_Exercise goal:_ Please output only the lines that run from the line containing "I need the junctions" through the end of the material below, exactly.
━━━━
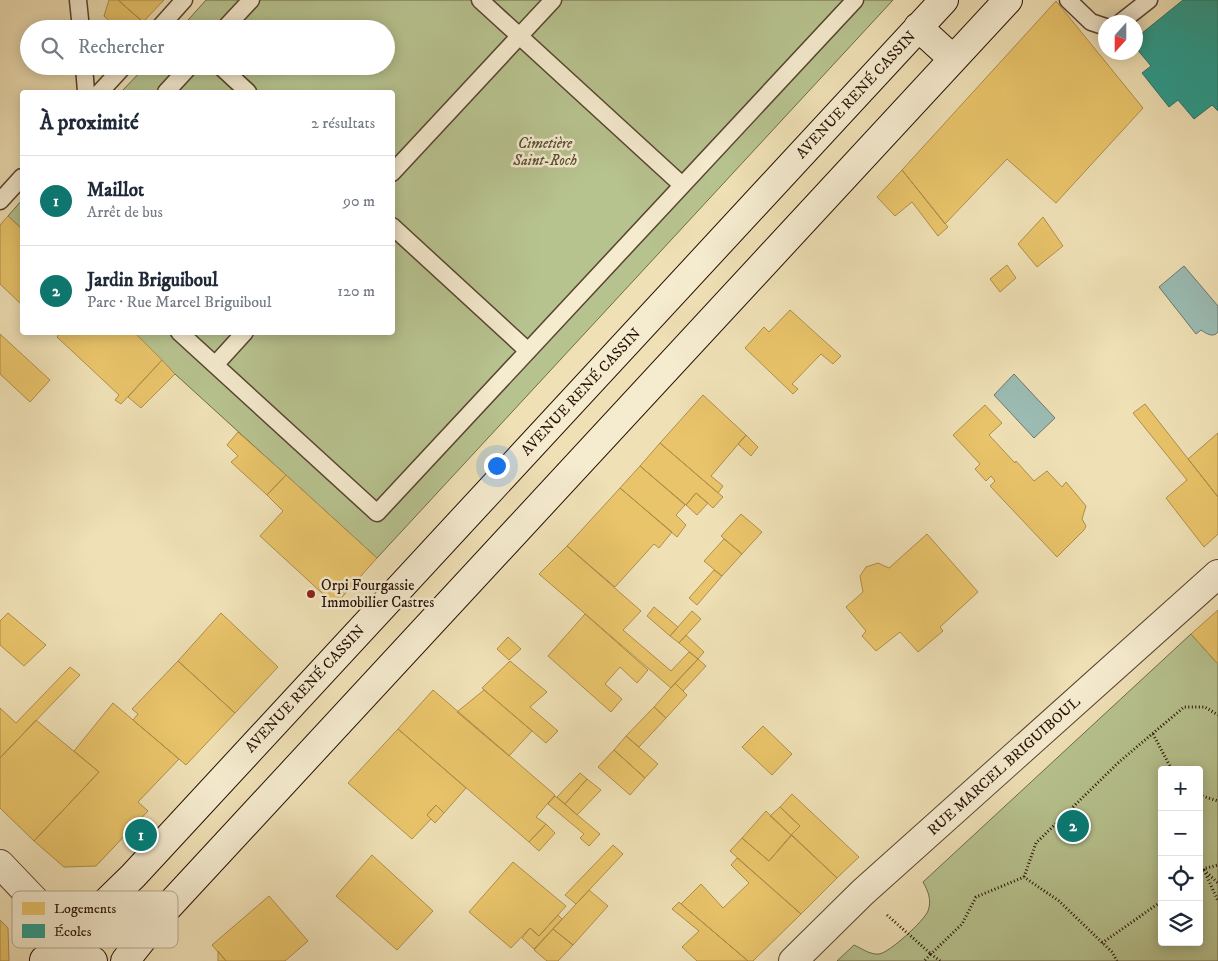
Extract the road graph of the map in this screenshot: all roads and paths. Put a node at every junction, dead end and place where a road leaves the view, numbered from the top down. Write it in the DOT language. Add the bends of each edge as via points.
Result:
graph roads {
  1 [pos="78,0"];
  2 [pos="184,0"];
  3 [pos="251,0"];
  4 [pos="480,0"];
  5 [pos="553,0"];
  6 [pos="854,0"];
  7 [pos="944,0"];
  8 [pos="1008,0"];
  9 [pos="1068,0"];
  10 [pos="1149,0"];
  11 [pos="1130,15"];
  12 [pos="80,20"];
  13 [pos="166,20"];
  14 [pos="232,20"];
  15 [pos="1098,24"];
  16 [pos="918,27"];
  17 [pos="520,36"];
  18 [pos="953,60"];
  19 [pos="85,75"];
  20 [pos="116,75"];
  21 [pos="182,75"];
  22 [pos="230,75"];
  23 [pos="86,90"];
  24 [pos="102,90"];
  25 [pos="168,90"];
  26 [pos="246,90"];
  27 [pos="395,170"];
  28 [pos="20,179"];
  29 [pos="682,185"];
  30 [pos="0,202"];
  31 [pos="395,229"];
  32 [pos="182,335"];
  33 [pos="241,335"];
  34 [pos="528,351"];
  35 [pos="214,365"];
  36 [pos="1218,574"];
  37 [pos="1218,715"];
  38 [pos="1153,734"];
  39 [pos="1170,766"];
  40 [pos="1203,796"];
  41 [pos="1218,801"];
  42 [pos="0,864"];
  43 [pos="1218,865"];
  44 [pos="1204,870"];
  45 [pos="1024,877"];
  46 [pos="1218,883"];
  47 [pos="26,891"];
  48 [pos="118,891"];
  49 [pos="863,892"];
  50 [pos="178,896"];
  51 [pos="1218,901"];
  52 [pos="1158,904"];
  53 [pos="1102,943"];
  54 [pos="58,948"];
  55 [pos="80,948"];
  56 [pos="135,948"];
  57 [pos="931,954"];
  58 [pos="47,959"];
  59 [pos="91,960"];
  60 [pos="125,961"];
  61 [pos="793,961"];
  62 [pos="924,961"];
  63 [pos="940,961"];
  64 [pos="1117,961"];
  1 -- 12 [label="lane"];
  2 -- 13 [label="lane"];
  3 -- 14 [label="lane"];
  4 -- 17 [label="lane"];
  5 -- 17 [label="lane"];
  6 -- 29 [label="lane"];
  7 -- 16 [label="main road, AVENUE RENÉ CASSIN"];
  8 -- 18 [label="main road"];
  9 -- 15 [label="lane" via="1091,22"];
  10 -- 11 [label="lane"];
  16 -- 18 [label="main road"];
  16 -- 48 [label="main road, AVENUE RENÉ CASSIN"];
  17 -- 27 [label="lane"];
  17 -- 29 [label="lane"];
  18 -- 50 [label="main road"];
  19 -- 23 [label="lane"];
  20 -- 24 [label="lane"];
  21 -- 25 [label="lane"];
  22 -- 26 [label="lane"];
  28 -- 30 [label="lane"];
  29 -- 34 [label="lane"];
  31 -- 34 [label="lane"];
  32 -- 35 [label="lane"];
  33 -- 35 [label="lane"];
  34 -- 35 [label="lane" via="377,513"];
  36 -- 49 [label="main road, RUE MARCEL BRIGUIBOUL"];
  37 -- 38 [label="path" via="1205,707 1184,707"];
  38 -- 39 [label="path"];
  38 -- 45 [label="path" via="1036,843"];
  40 -- 41 [label="path"];
  42 -- 47 [label="main road"];
  43 -- 44 [label="path"];
  44 -- 46 [label="path"];
  44 -- 51 [label="path"];
  45 -- 53 [label="path" via="1059,901"];
  45 -- 57 [label="path" via="976,897 962,924"];
  49 -- 57 [label="path"];
  49 -- 61 [label="main road, RUE MARCEL BRIGUIBOUL"];
  52 -- 53 [label="path"];
  53 -- 64 [label="path"];
  54 -- 58 [label="main road, AVENUE RENÉ CASSIN"];
  55 -- 59 [label="main road"];
  56 -- 60 [label="main road"];
  57 -- 62 [label="path"];
  57 -- 63 [label="path"];
  58 -- 59 [label="main road" via="77,954"];
}
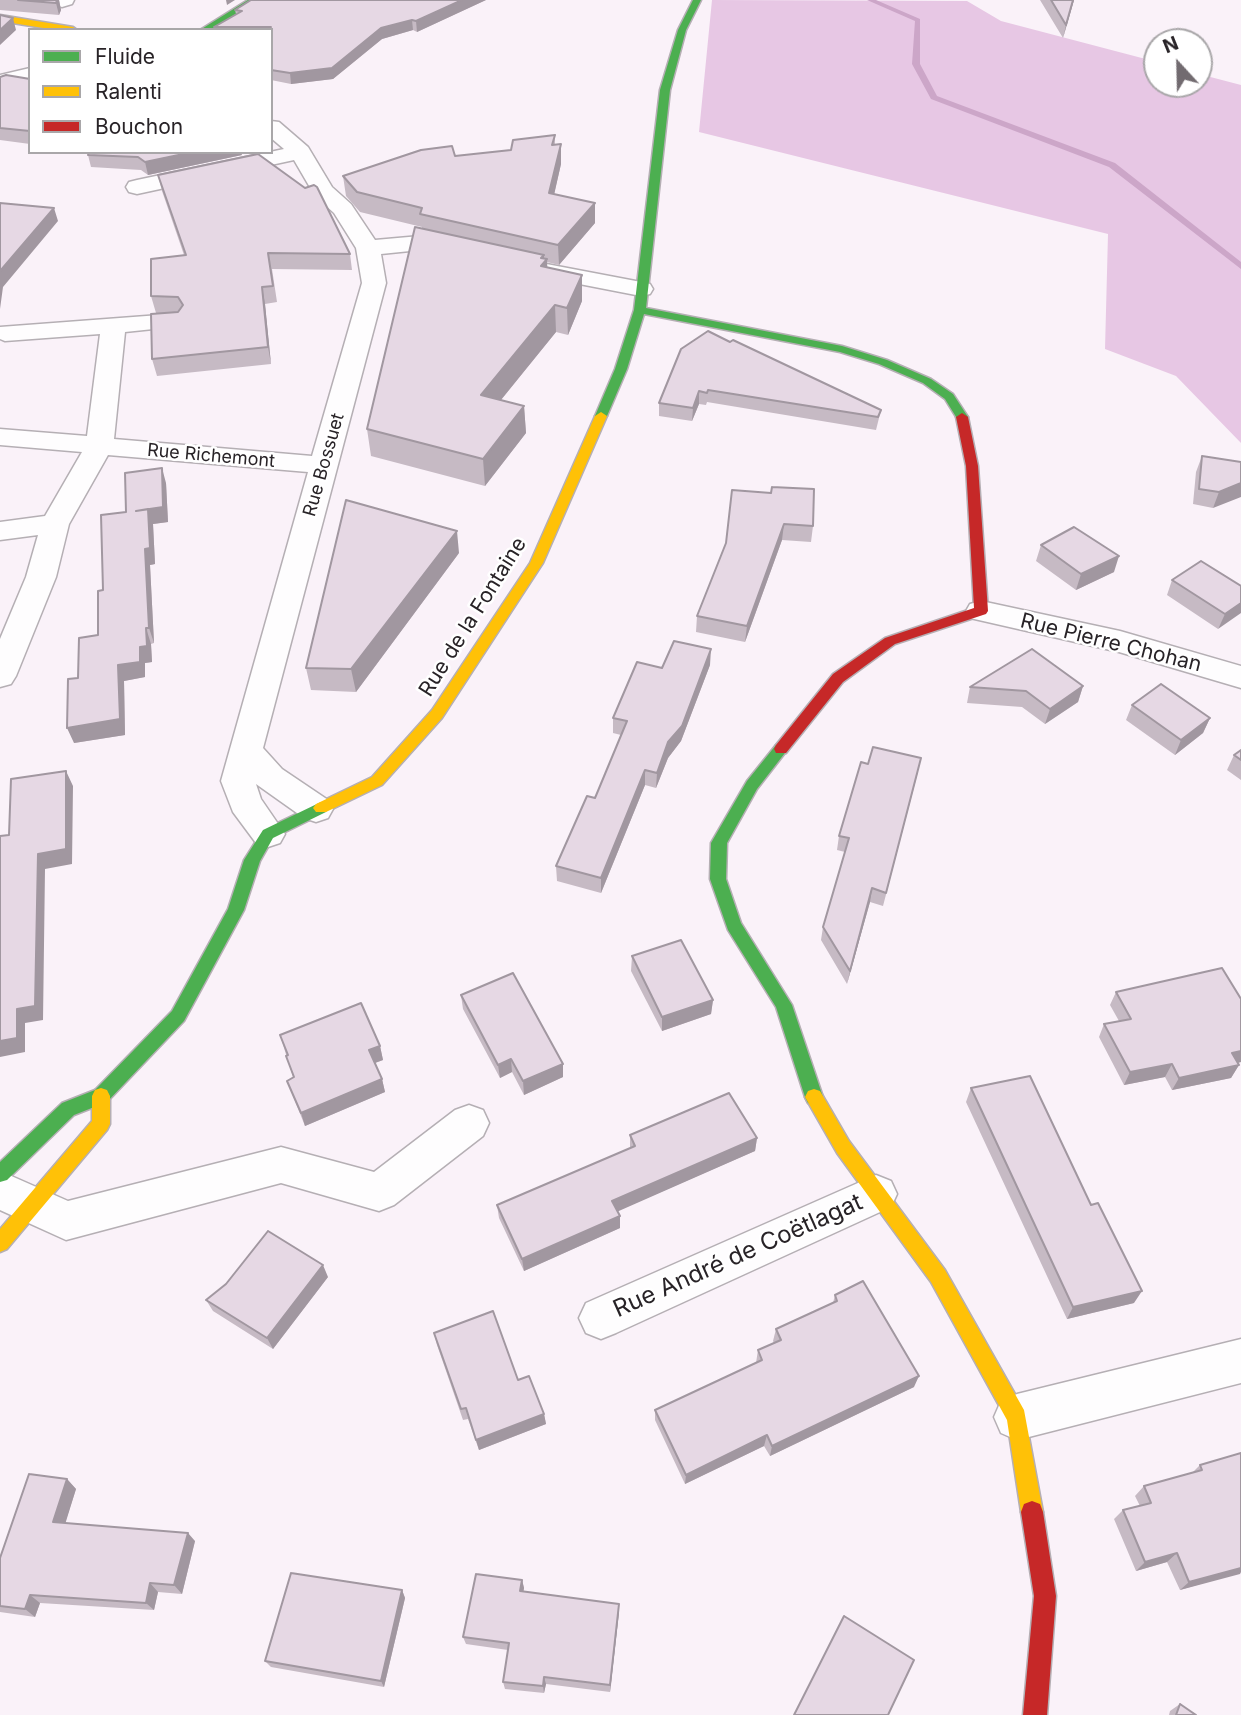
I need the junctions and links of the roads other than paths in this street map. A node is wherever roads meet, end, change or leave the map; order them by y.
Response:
1 (254, 0) edge
2 (696, 0) edge
3 (0, 18) edge
4 (61, 28) edge
5 (207, 28) edge
6 (28, 74) edge
7 (0, 81) edge
8 (273, 129) edge
9 (300, 152) junction
10 (137, 187) dead end
11 (368, 248) junction
12 (485, 257) edge
13 (510, 263) edge
14 (641, 299) junction
15 (173, 321) edge
16 (113, 327) junction
17 (5, 332) dead end
18 (0, 437) edge
19 (99, 447) junction
20 (324, 465) junction
21 (55, 524) junction
22 (0, 531) edge
23 (981, 611) junction
24 (0, 676) edge
25 (1241, 677) edge
26 (246, 751) junction
27 (316, 808) junction
28 (268, 834) junction
29 (102, 1097) junction
30 (469, 1123) dead end
31 (0, 1174) edge
32 (876, 1195) junction
33 (16, 1198) edge
34 (0, 1243) edge
35 (601, 1318) dead end
36 (1241, 1361) edge
37 (1017, 1417) junction
38 (1035, 1715) edge

1 - 5 main road
2 - 14 main road, Rue de la Fontaine
3 - 4 main road
6 - 7 street
8 - 9 street, Rue Bossuet
9 - 10 street
9 - 11 street, Rue Bossuet
11 - 12 street
11 - 20 street, Rue Bossuet
13 - 14 street
14 - 23 main road
14 - 27 main road, Rue de la Fontaine
15 - 16 street
16 - 17 street
16 - 19 street
18 - 19 street, Rue Richemont
19 - 20 street, Rue Richemont
19 - 21 street
20 - 26 street, Rue Bossuet
21 - 22 street
21 - 24 street
23 - 25 street, Rue Pierre Chohan
23 - 32 main road, Rue André de Coëtlagat
26 - 27 street
26 - 28 street, Rue Bossuet
27 - 28 main road, Rue de la Fontaine
28 - 29 main road
29 - 31 main road
29 - 33 main road
30 - 33 street
32 - 35 street, Rue André de Coëtlagat
32 - 37 main road, Rue André de Coëtlagat
33 - 34 main road
36 - 37 street
37 - 38 main road, Rue André de Coëtlagat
━━━━
_Response to this exercise:_
I need the junctions and links of the roads other than paths in this street map. A node is wherever roads meet, end, change or leave the map; order them by y.
Response:
1 (254, 0) edge
2 (696, 0) edge
3 (0, 18) edge
4 (61, 28) edge
5 (207, 28) edge
6 (28, 74) edge
7 (0, 81) edge
8 (273, 129) edge
9 (300, 152) junction
10 (137, 187) dead end
11 (368, 248) junction
12 (485, 257) edge
13 (510, 263) edge
14 (641, 299) junction
15 (173, 321) edge
16 (113, 327) junction
17 (5, 332) dead end
18 (0, 437) edge
19 (99, 447) junction
20 (324, 465) junction
21 (55, 524) junction
22 (0, 531) edge
23 (981, 611) junction
24 (0, 676) edge
25 (1241, 677) edge
26 (246, 751) junction
27 (316, 808) junction
28 (268, 834) junction
29 (102, 1097) junction
30 (469, 1123) dead end
31 (0, 1174) edge
32 (876, 1195) junction
33 (16, 1198) edge
34 (0, 1243) edge
35 (601, 1318) dead end
36 (1241, 1361) edge
37 (1017, 1417) junction
38 (1035, 1715) edge

1 - 5 main road
2 - 14 main road, Rue de la Fontaine
3 - 4 main road
6 - 7 street
8 - 9 street, Rue Bossuet
9 - 10 street
9 - 11 street, Rue Bossuet
11 - 12 street
11 - 20 street, Rue Bossuet
13 - 14 street
14 - 23 main road
14 - 27 main road, Rue de la Fontaine
15 - 16 street
16 - 17 street
16 - 19 street
18 - 19 street, Rue Richemont
19 - 20 street, Rue Richemont
19 - 21 street
20 - 26 street, Rue Bossuet
21 - 22 street
21 - 24 street
23 - 25 street, Rue Pierre Chohan
23 - 32 main road, Rue André de Coëtlagat
26 - 27 street
26 - 28 street, Rue Bossuet
27 - 28 main road, Rue de la Fontaine
28 - 29 main road
29 - 31 main road
29 - 33 main road
30 - 33 street
32 - 35 street, Rue André de Coëtlagat
32 - 37 main road, Rue André de Coëtlagat
33 - 34 main road
36 - 37 street
37 - 38 main road, Rue André de Coëtlagat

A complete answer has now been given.